Engineering projects usually don't follow the standard scientific method (ask a question, do background research, make a hypothesis, design an experiment, do the experiment, analyze data, and decide if the data support your hypothesis). Engineers use a different process, the engineering design process. This involves defining a problem to be solved or a need to be filled. Engineers then identify specific design criteria, brainstorm different ways they could solve the problem, build and test one solution, and redesign and retest based on what they learn from the previous test. This process repeats (or "iterates") until the design criteria are met. Take a look at these Science Buddies articles to get a better handle on the engineering design process:http://www.sciencebuddies.org/engineeri ... thod.shtmlhttp://www.sciencebuddies.org/science-f ... uide.shtml
When I'm evaluating a science fair project (either an experiment or an engineering project), I'm looking for both process and product. By "process", I mean the process the student used to do their project. Did they follow the scientific method or engineering design process (whichever one is applicable for that project)? Did they thoroughly documenting their thinking with a lab notebook? Did they logically (and creatively) respond to challenges? By "product", I mean the end result - the conclusion drawn from the experiment or the engineered product. Is it innovative? Does the student understand what their results mean or what their product can do?, etc.

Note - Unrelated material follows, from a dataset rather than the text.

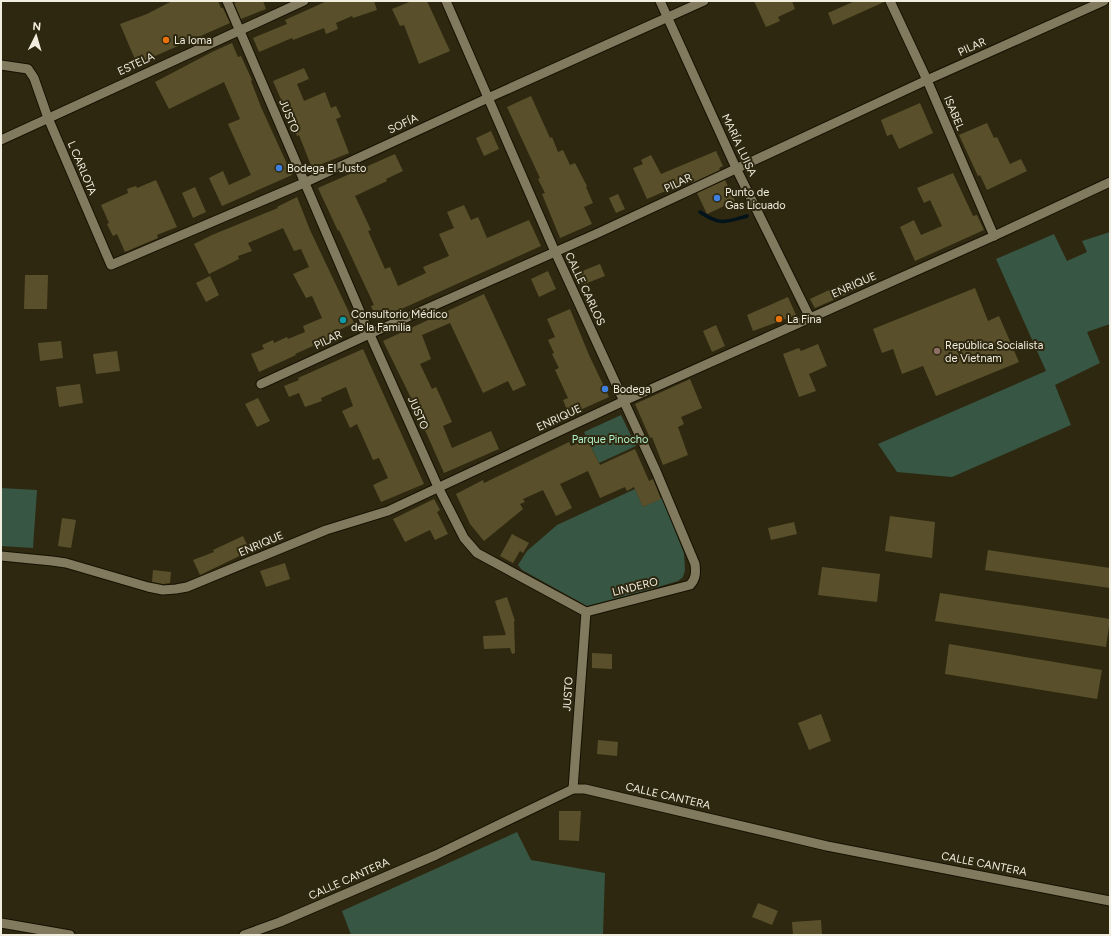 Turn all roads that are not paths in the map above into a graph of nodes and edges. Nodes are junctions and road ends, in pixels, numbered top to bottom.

As you put together a display board, you want to highlight both the process you went through (the planning, building, testing, redesigning and retesting, etc.) and the end result (your new material). Think of it as telling the story of your project from beginning to end, making sure the cool end result is readily seen. You want the board to read like a newspaper article - left to right, top to bottom - so that people can follow your thought process. The board from an engineering project may look somewhat different from the board for a science experiment project because the two projects followed two different processes.
In terms of data - without knowing the rules of the science fair, I can't say if you absolutely must have three trials of shear test data. If the fair will disqualify you for not having three sets of data, then you'll have to decide how to proceed. The more data you have, the better. But, time and cost are always factors. At this point, you have two sets of shear test data, correct? There may be ways to get more data without having to build an entirely new version of the material.
You should definitely include all of your data, qualitative or quantitative. It is ALL data, and it ALL helps you evaluate your material.
Happy to help!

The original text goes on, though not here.